■ WORK INSTRUCTION: Return every line of the records that includes the string "Joya".

Collected data:
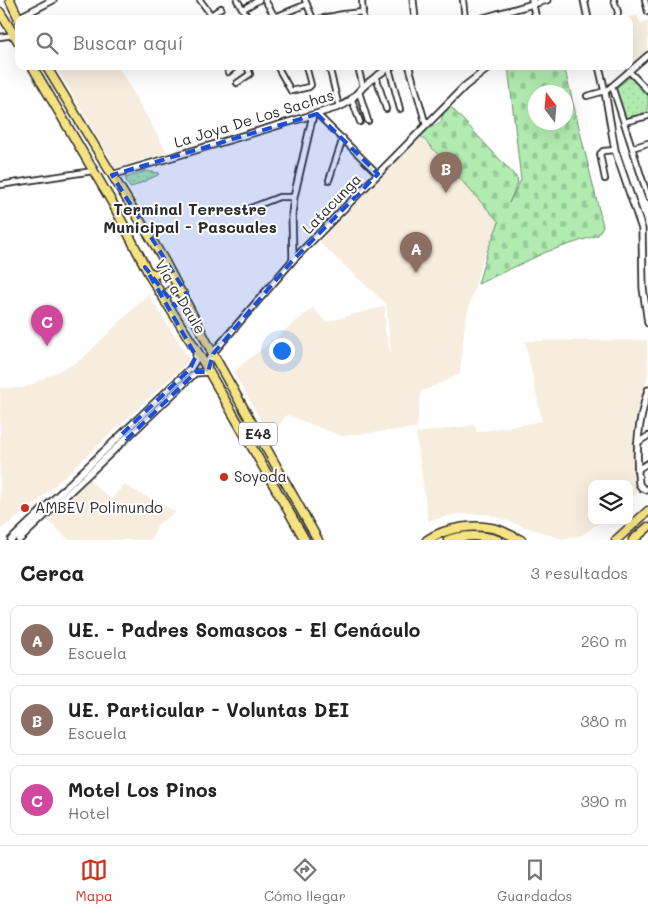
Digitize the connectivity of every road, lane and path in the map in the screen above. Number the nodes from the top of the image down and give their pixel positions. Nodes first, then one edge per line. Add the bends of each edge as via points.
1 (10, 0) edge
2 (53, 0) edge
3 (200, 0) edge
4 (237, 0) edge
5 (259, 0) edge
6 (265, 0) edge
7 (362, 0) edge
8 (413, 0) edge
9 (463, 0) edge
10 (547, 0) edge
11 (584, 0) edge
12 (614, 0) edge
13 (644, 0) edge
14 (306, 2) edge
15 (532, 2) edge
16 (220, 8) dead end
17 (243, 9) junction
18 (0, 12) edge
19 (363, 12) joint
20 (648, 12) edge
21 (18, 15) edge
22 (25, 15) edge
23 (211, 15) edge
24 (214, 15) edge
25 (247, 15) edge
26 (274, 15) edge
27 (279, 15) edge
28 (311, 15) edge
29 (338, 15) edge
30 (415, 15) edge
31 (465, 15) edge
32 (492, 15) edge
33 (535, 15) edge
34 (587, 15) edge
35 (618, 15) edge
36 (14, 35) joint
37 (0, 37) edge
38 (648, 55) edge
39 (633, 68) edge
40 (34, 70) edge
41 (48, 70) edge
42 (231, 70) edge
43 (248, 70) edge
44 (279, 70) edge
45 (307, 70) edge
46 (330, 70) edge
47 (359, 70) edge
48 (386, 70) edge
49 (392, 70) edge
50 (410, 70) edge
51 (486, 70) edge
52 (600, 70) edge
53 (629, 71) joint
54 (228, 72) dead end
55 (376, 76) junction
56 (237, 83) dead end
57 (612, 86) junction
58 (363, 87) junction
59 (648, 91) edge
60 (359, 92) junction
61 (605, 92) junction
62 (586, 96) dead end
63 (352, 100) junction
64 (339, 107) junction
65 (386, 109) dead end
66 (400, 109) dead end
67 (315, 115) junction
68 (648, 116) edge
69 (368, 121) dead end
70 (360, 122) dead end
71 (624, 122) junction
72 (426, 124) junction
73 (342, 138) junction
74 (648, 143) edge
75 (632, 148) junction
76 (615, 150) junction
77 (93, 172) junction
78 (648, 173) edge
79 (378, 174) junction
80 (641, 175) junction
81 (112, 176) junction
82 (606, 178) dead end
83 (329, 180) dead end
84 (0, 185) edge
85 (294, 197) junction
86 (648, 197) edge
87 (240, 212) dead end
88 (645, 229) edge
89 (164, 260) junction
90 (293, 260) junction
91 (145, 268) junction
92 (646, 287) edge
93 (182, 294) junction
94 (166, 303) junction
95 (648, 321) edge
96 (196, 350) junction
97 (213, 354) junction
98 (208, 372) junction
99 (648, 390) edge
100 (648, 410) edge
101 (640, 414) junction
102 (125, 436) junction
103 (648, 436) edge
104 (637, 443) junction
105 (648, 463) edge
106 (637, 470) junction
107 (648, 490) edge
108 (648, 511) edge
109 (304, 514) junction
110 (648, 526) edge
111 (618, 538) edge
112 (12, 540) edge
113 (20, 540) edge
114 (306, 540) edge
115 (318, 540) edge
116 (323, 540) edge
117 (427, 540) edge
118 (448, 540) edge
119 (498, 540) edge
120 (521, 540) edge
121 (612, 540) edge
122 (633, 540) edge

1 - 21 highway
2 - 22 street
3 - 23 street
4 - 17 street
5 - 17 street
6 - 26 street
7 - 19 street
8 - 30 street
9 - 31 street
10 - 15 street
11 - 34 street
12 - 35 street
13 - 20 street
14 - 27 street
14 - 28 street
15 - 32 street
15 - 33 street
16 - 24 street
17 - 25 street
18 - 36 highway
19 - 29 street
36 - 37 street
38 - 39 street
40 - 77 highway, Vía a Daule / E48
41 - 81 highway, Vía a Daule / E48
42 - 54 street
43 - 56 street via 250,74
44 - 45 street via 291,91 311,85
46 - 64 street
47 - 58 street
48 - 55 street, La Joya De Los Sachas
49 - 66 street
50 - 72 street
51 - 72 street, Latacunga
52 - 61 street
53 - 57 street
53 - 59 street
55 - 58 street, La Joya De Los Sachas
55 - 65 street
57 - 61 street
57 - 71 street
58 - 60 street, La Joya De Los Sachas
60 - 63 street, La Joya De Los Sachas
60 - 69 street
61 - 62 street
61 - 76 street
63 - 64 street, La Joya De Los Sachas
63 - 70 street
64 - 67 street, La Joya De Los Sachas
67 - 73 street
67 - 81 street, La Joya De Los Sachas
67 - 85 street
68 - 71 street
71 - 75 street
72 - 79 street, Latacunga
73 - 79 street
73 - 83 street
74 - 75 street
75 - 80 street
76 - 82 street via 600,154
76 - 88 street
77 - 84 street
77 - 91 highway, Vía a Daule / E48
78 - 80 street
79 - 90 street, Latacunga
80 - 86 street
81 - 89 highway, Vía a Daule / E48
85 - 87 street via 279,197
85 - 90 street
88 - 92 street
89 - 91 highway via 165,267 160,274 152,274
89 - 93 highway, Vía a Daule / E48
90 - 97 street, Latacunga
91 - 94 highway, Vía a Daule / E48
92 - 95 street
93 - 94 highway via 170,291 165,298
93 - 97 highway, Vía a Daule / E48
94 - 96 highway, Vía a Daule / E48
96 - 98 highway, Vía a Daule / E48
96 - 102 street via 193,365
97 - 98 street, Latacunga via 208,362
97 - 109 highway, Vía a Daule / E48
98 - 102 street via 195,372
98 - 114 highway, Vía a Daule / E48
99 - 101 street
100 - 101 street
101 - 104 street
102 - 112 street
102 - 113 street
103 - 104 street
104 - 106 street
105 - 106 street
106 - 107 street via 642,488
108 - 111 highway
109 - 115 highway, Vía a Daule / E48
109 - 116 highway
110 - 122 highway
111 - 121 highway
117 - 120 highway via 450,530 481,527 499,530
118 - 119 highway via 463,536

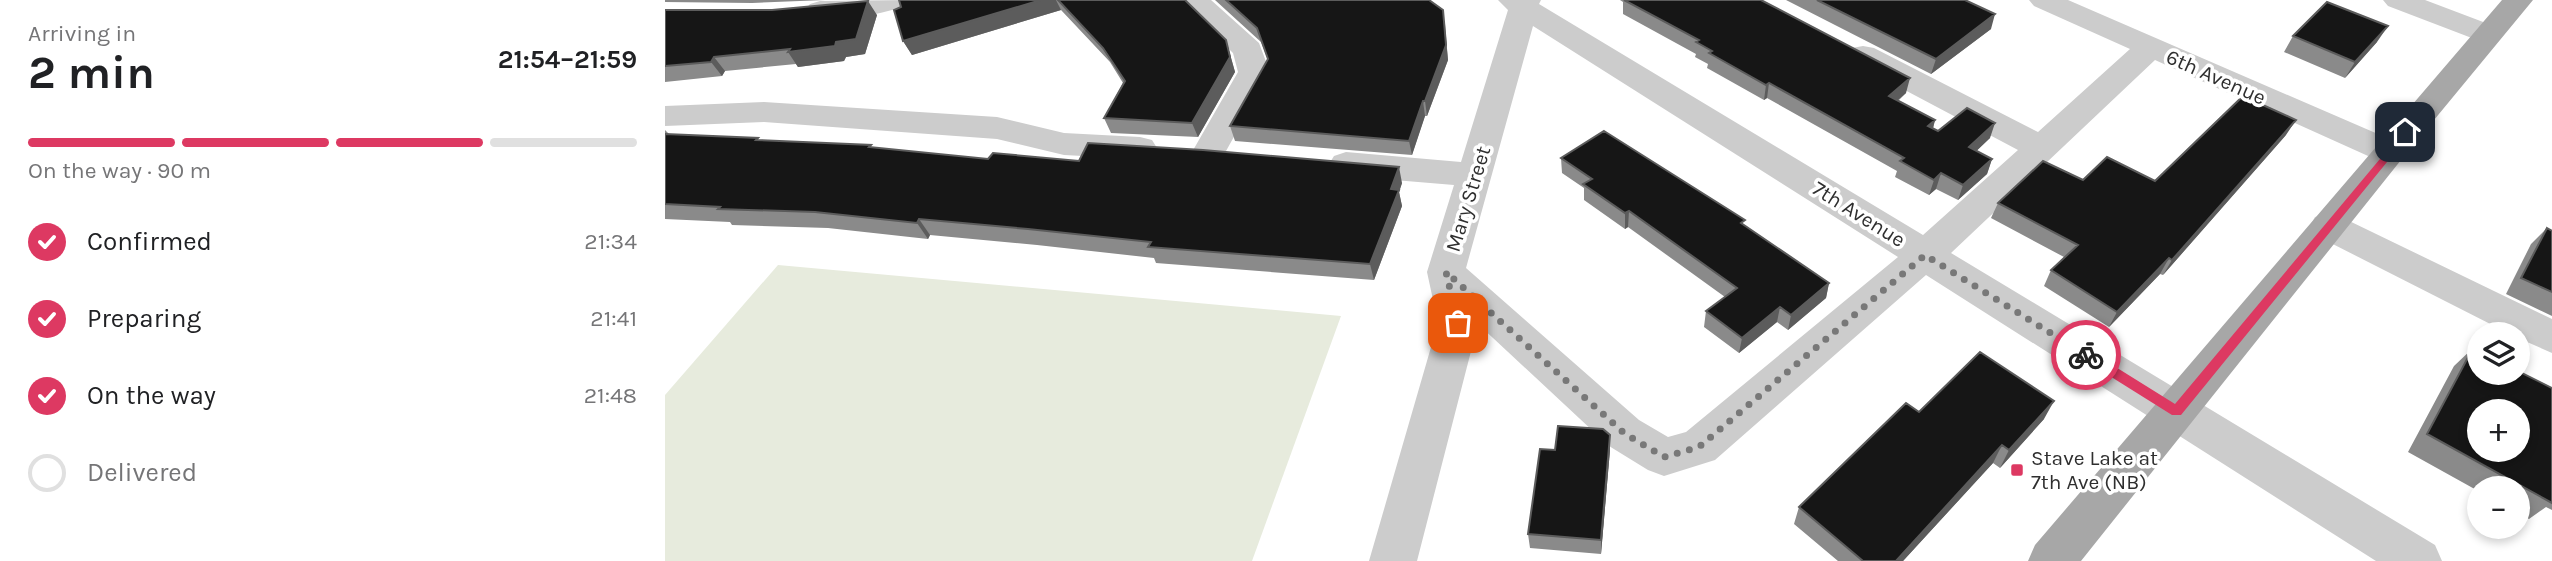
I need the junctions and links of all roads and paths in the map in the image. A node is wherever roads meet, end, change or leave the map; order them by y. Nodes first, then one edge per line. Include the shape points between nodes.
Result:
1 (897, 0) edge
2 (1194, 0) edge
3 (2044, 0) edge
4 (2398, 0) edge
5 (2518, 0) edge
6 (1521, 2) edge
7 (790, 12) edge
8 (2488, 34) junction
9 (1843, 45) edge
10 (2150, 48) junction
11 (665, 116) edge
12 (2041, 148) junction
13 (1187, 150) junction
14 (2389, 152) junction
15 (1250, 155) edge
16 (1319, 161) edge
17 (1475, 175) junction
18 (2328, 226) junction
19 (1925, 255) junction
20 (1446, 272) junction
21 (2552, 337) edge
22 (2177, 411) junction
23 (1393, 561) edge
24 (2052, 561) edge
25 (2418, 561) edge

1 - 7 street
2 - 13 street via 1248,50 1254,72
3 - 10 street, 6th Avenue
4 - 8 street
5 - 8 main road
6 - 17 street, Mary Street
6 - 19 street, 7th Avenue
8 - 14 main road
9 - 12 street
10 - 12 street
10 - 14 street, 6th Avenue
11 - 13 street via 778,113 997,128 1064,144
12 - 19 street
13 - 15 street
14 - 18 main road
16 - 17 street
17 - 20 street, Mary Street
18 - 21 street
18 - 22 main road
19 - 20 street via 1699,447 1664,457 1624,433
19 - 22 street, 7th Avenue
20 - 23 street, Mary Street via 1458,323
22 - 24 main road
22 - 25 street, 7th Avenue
--
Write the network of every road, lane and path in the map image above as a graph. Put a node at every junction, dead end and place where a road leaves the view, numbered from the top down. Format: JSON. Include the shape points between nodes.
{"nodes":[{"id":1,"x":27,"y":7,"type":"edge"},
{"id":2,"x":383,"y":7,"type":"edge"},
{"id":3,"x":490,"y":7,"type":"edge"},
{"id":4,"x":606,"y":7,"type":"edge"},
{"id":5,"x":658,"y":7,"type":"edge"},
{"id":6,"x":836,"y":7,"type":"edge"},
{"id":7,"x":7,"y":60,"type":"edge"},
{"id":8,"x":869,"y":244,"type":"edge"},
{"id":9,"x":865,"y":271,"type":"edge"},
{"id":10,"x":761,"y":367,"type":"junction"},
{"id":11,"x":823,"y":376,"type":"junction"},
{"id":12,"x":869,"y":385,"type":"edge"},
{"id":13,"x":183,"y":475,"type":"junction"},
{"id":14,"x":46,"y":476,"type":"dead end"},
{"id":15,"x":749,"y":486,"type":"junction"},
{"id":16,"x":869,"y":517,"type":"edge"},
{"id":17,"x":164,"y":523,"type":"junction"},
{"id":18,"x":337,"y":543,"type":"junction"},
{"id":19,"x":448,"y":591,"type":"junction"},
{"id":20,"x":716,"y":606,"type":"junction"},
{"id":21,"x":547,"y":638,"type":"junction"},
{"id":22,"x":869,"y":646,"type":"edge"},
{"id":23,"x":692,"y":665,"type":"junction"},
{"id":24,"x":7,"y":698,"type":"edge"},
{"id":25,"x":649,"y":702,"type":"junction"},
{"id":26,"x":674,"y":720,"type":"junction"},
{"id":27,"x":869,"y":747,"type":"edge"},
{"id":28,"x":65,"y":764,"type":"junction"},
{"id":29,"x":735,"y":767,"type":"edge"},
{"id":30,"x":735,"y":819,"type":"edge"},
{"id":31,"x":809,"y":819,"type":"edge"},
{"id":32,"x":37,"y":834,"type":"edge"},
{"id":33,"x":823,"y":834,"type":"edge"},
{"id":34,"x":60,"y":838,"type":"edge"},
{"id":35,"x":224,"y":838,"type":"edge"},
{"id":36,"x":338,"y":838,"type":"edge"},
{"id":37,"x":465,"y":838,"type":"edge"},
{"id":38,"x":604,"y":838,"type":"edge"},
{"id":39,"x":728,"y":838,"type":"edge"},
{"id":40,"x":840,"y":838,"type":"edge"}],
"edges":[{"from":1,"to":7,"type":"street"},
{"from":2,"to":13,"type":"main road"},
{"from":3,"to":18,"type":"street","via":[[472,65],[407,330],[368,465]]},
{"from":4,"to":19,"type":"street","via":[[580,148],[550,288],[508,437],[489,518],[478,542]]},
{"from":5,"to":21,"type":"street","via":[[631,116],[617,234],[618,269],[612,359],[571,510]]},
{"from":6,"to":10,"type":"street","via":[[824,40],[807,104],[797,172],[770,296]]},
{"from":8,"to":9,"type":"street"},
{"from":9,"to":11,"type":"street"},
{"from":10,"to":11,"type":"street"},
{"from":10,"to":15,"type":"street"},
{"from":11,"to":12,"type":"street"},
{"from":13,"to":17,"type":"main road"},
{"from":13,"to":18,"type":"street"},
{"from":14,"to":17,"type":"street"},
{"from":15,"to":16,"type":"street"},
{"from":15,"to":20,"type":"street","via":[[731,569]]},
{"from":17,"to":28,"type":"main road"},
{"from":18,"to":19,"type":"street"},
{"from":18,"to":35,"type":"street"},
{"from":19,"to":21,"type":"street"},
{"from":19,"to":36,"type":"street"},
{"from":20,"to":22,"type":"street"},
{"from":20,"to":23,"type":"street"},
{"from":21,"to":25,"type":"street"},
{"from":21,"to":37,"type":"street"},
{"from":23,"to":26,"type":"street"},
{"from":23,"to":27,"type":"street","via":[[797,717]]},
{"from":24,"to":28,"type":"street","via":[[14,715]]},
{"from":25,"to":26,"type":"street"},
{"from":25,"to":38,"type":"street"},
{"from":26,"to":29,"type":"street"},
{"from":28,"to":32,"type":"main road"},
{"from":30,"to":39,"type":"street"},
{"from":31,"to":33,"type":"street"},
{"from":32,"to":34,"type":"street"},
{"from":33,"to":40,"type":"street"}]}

■ SOLUTION TO THE PROBLEM:
48 - 55 street, La Joya De Los Sachas
55 - 58 street, La Joya De Los Sachas
58 - 60 street, La Joya De Los Sachas
60 - 63 street, La Joya De Los Sachas
63 - 64 street, La Joya De Los Sachas
64 - 67 street, La Joya De Los Sachas
67 - 81 street, La Joya De Los Sachas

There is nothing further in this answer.